Pour finir, le gouvernement britannique indique, dans une note d’information parue le 13 septembre 2018 visant à préparer les opérateurs télécoms à un « no-deal Brexit », qu’en cas d’adoption du nouveau code européen des communications électroniques avant le 29 mars 2019 mais avec un délai de transposition postérieur au retrait, le gouvernement a l’intention d’implanter en droit britannique, lorsque c’est pertinent, les dispositions fondamentales de ce nouveau code qui viendront soutenir la politique nationale du Royaume-Uni en matière de communications électroniques. Ce nouveau code ayant été adopté le 11 décembre 2018 et prévoyant un délai de transposition allant jusqu’au 21 décembre 2020 (soit vraisemblablement postérieur au retrait du Royaume-Uni de l’Union européenne), le gouvernement britannique devrait, d’ici fin 2020, prendre des mesures allant dans le sens des dispositions communautaires pour ce qui concerne la réglementation du secteur des communications électroniques.

 

 

Pour conclure, pour les particuliers et les entreprises, une vigilance sur les conditions prévues à leur contrat et sur les tarifs qui pourraient être appliqués aux communications (voix et données) émises de Grande-Bretagne est de mise.
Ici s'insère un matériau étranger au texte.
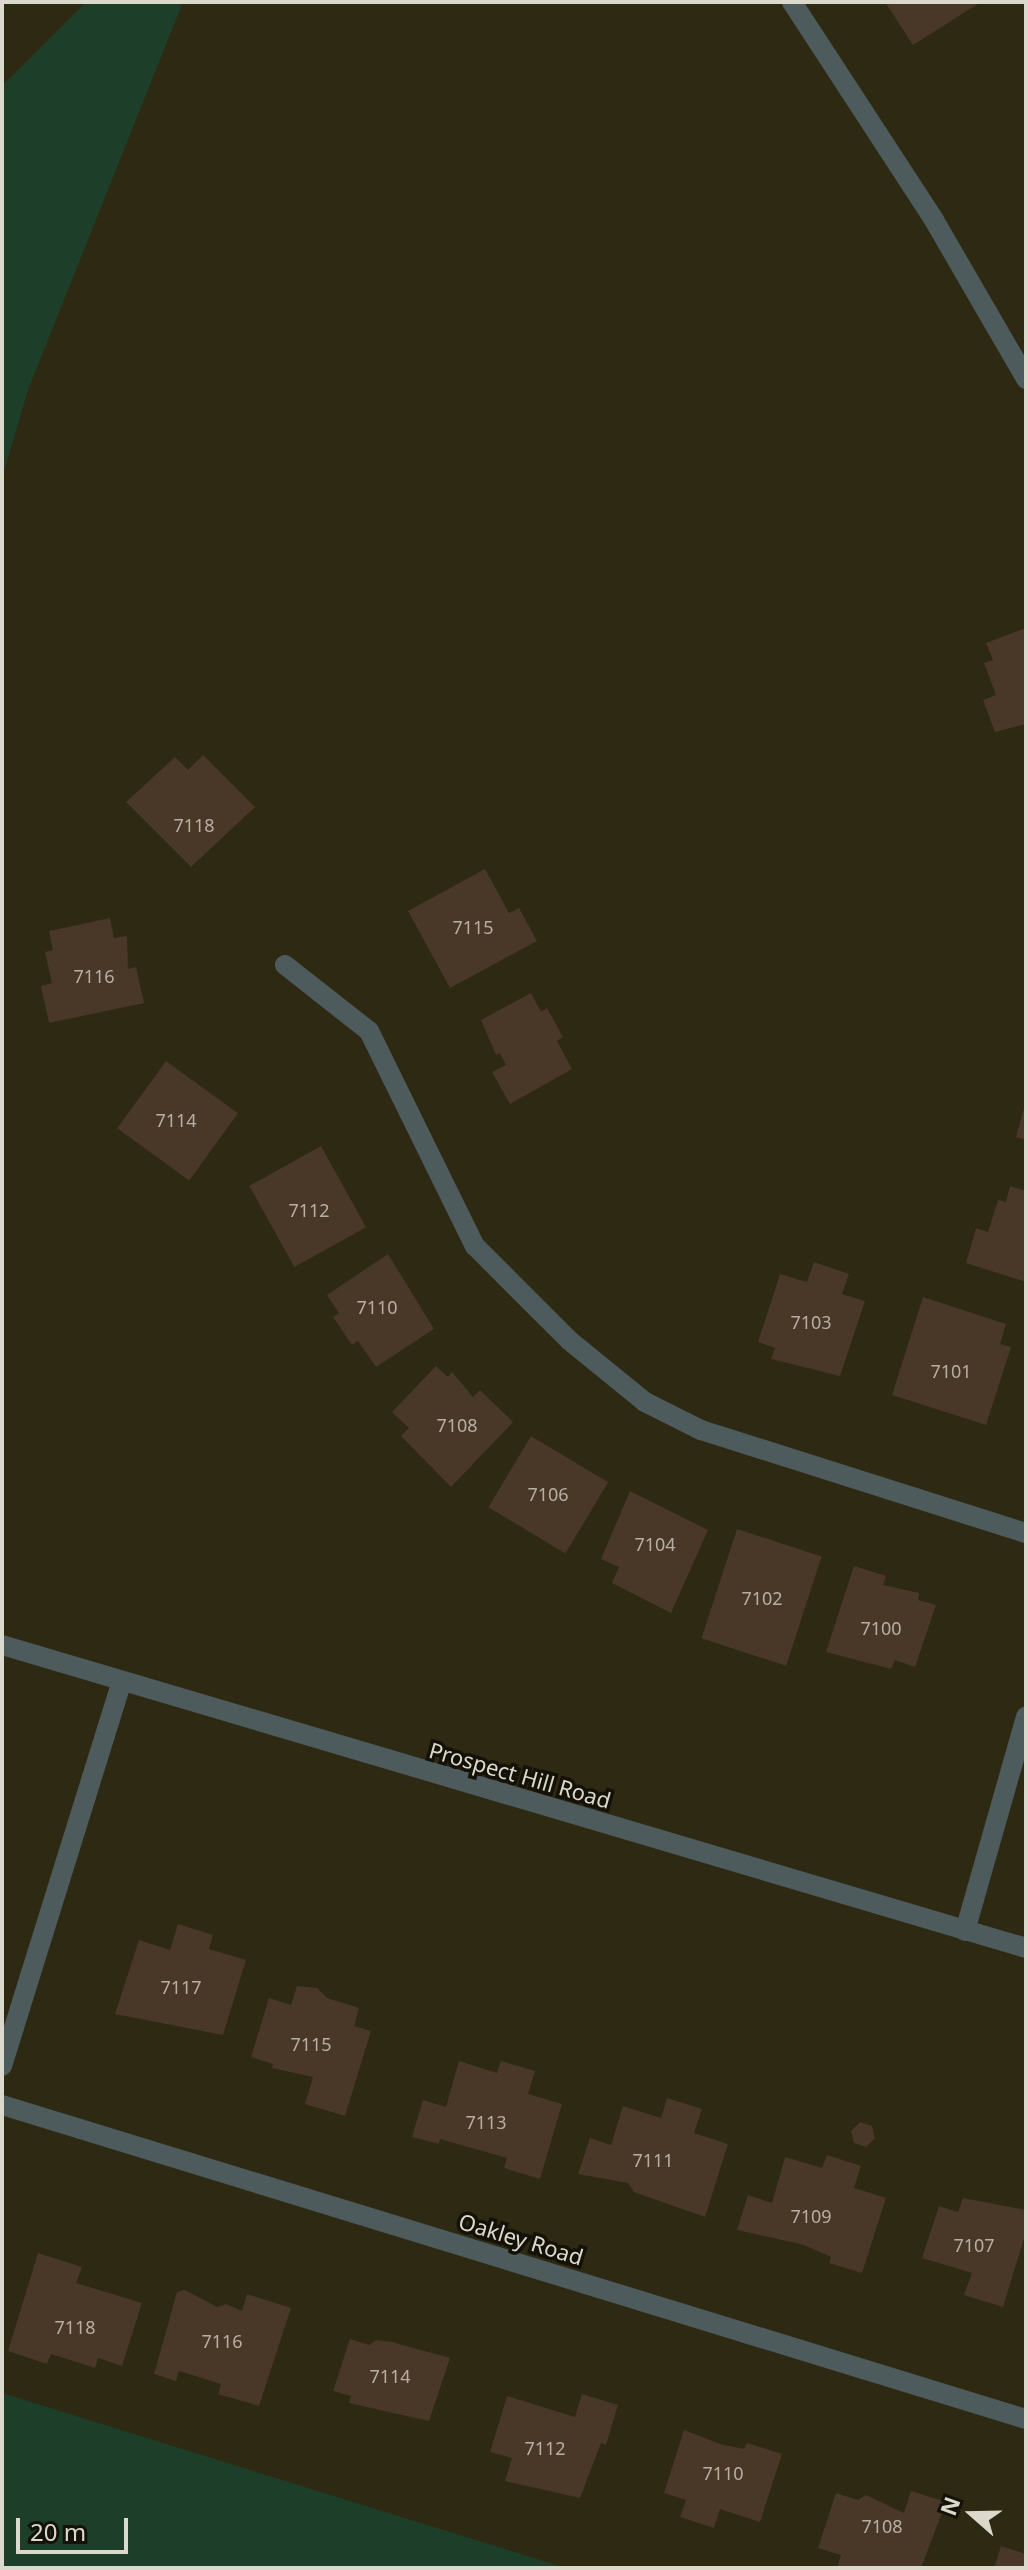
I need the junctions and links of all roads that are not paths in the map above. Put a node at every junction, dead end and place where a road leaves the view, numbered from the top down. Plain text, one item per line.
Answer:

Bien qu’il semble que les acteurs des télécoms ont intérêt à la stabilité, il convient de suivre les évolutions du marché et notamment la stratégie de certains acteurs émergents dont l’objet est de fournir des services de communications internationales.

 

 

Par AGIL’IT – Pôle IT , Télécoms & Data protection

Sylvie JONAS, Avocate associée

Morgane BOURMAULT, Avocate

 

 

 

[1] Le Paquet Télécom est notamment composé d’une directive (2009/140/CE) qui amende trois directives existantes :

  • directive accès (2002/19/CE)
  • directive autorisation (2002/20/CE)
  • directive cadre (2002/21/CE)

Et d’une directive (2009/136/CE) qui amende deux directives existantes :

  • directive service universel (2002/22/CE)
  • directive vie privée et communications électroniques (2002/58/CE)

Et d’un règlement (CE) No 1211/2009 instituant l’Organe des régulateurs européens des communications électroniques (ORECE)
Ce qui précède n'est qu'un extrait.